When stockbroker Mitchell Slater told his friends that he was suing his former employer, Merrill Lynch, for blackening his reputation, they encouraged him. When he informed people in the brokerage industry what he was doing, they told him that he was crazy.
Winning a suit against Merrill Lynch is hard. Slater's lawyer, Brian J. Neville of New York City, said by phone on Wednesday, “They're tough to beat. They have extremely qualified lawyers.”
Slater, 46, sitting in his office at Smith Barney in Florham Park, said quietly, “I stand alone, in a small room of people who have beaten Merrill Lynch.”
Slater had moved from Merrill Lynch in Morristown to Smith Barney in January 2005, he said, because of the poor way the branch was being run by the manager, Thomas Fickinger, and because of altercations with Thomas Kenney, another officer, who -- Slater claimed -- had made an anti-Semitic remark. Slater was taking his largest client, Thomas Gengaro, with him.
Slater claimed that Merrill Lynch then defamed him by accusing him of churning that client's account and other improper sales practices, and put these complaints into Slater's official record. Merrill Lynch offered the client $100,000, apparently to resolve the matter.
In his statement to the panel, Slater's lawyer said that Gengaro had not only denied making any accusations against Slater but claimed that Merrill Lynch had made up the statements. The $100,000, Gengaro allegedly said, was to persuade him to keep his account there.
An arbitration panel of the National Association of Securities Dealers in Newark has ordered Merrill Lynch and Fickinger to remove defamatory statements on Slater's official record, concluding that the client who had supposedly complained about Slater had not actually complained, so “no reporting of the allegations is appropriate.” Also, the charge that Slater had mismarked that client's market orders “was initiated for competitive purposes.”
But the panel did not award Slater any compensation.
Merrill Lynch issued this statement: "During the hearing, one of Mr.

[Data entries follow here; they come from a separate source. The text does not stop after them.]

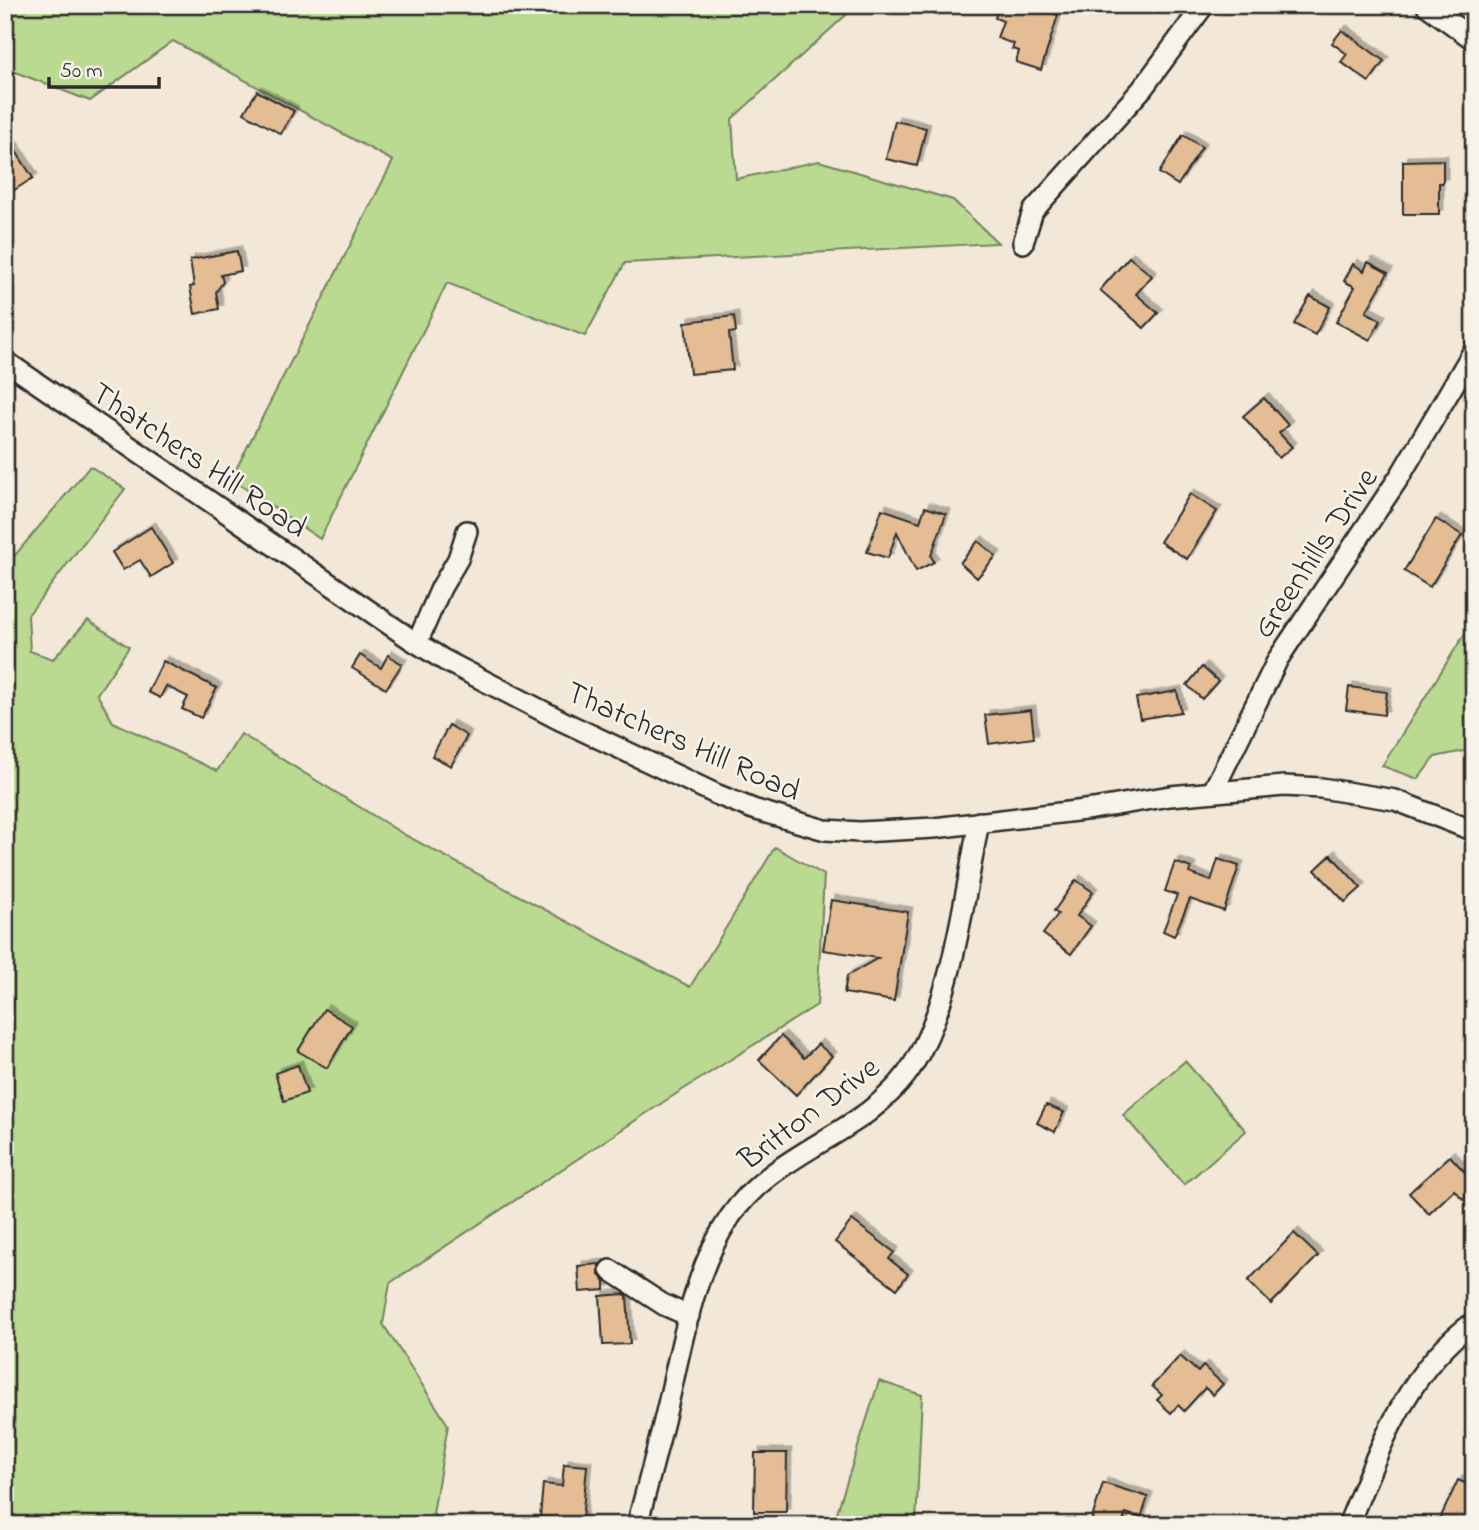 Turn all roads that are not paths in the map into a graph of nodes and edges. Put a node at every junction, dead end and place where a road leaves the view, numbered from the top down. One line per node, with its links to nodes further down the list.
1 (1204, 5): 4 (street)
2 (1426, 5): 3 (street)
3 (1474, 40)
4 (1023, 243)
5 (1474, 350): 9 (street, Greenhills Drive)
6 (5, 362): 8 (street, Thatchers Hill Road)
7 (467, 531): 8 (street)
8 (417, 643): 10 (street, Thatchers Hill Road)
9 (1213, 791): 10 (street, Thatchers Hill Road); 11 (street, Thatchers Hill Road)
10 (979, 822): 13 (street, Britton Drive)
11 (1474, 831)
12 (610, 1270): 13 (street)
13 (690, 1316): 15 (street, Britton Drive)
14 (1474, 1322): 16 (street)
15 (637, 1525)
16 (1348, 1525)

Slater's clients testified that he, the client, had come to our offices with his accountant and complained to Merrill Lynch that Mr. Slater had mishandled his account.”
Also, “While the panel ordered the U-5 changed, it also refused to award Mr. Slater damages."
Slater said he learned of the black marks on his official record when states where he was registered to practice wrote to tell him that he was no longer permitted to practice there. “It was a shock to my system,” he said.
Slater gave this history of the events: During the Presidential election of 2003, he was reprimanded by Kenney, administrative and compliance manager for the branch, for sending some friends a list of Bruce Springsteen's songs at a Vote for Change concert. Kenney claimed that this was prohibited under the firm's political-support rules.
Later, Slater alleged, he had emailed Kenney that certain sexual emails he had sent to females in the office were inappropriate. Kenney, according to Slater, ran into his office, physically threatened him, and screamed, “Jews like you never served in the military for the U.S.”
Kenney has denied the charges.
What had Slater thought were his chances of winning? He paused. “Fifty-fifty. I knew that I had the facts, but anything can happen.”
He continued: “I didn't want to do this. I gave them all sorts of outs. But they didn't expect me to follow through, they didn't expect me to spend money to defend myself.
“I didn't do it for the money,” he continued. “I didn't want this to happen to anyone else.
“I bled Merrill Lynch. I worked for them for 17 years, and my father worked there all his life.” (His father had been in the Roseland office.) I was a sales manager, part of the training program, a golden child - before I left.”
His lawyer, Neville, said that when there are gray areas, brokerage firms lean over backwards to protect their employees. But not former employees. “And brokers, unlike doctors, CPAs, and other professionals, have their records easily accessible to the public. There's no review, no screening - the records are just there. Their kids could do a Google search and find it.”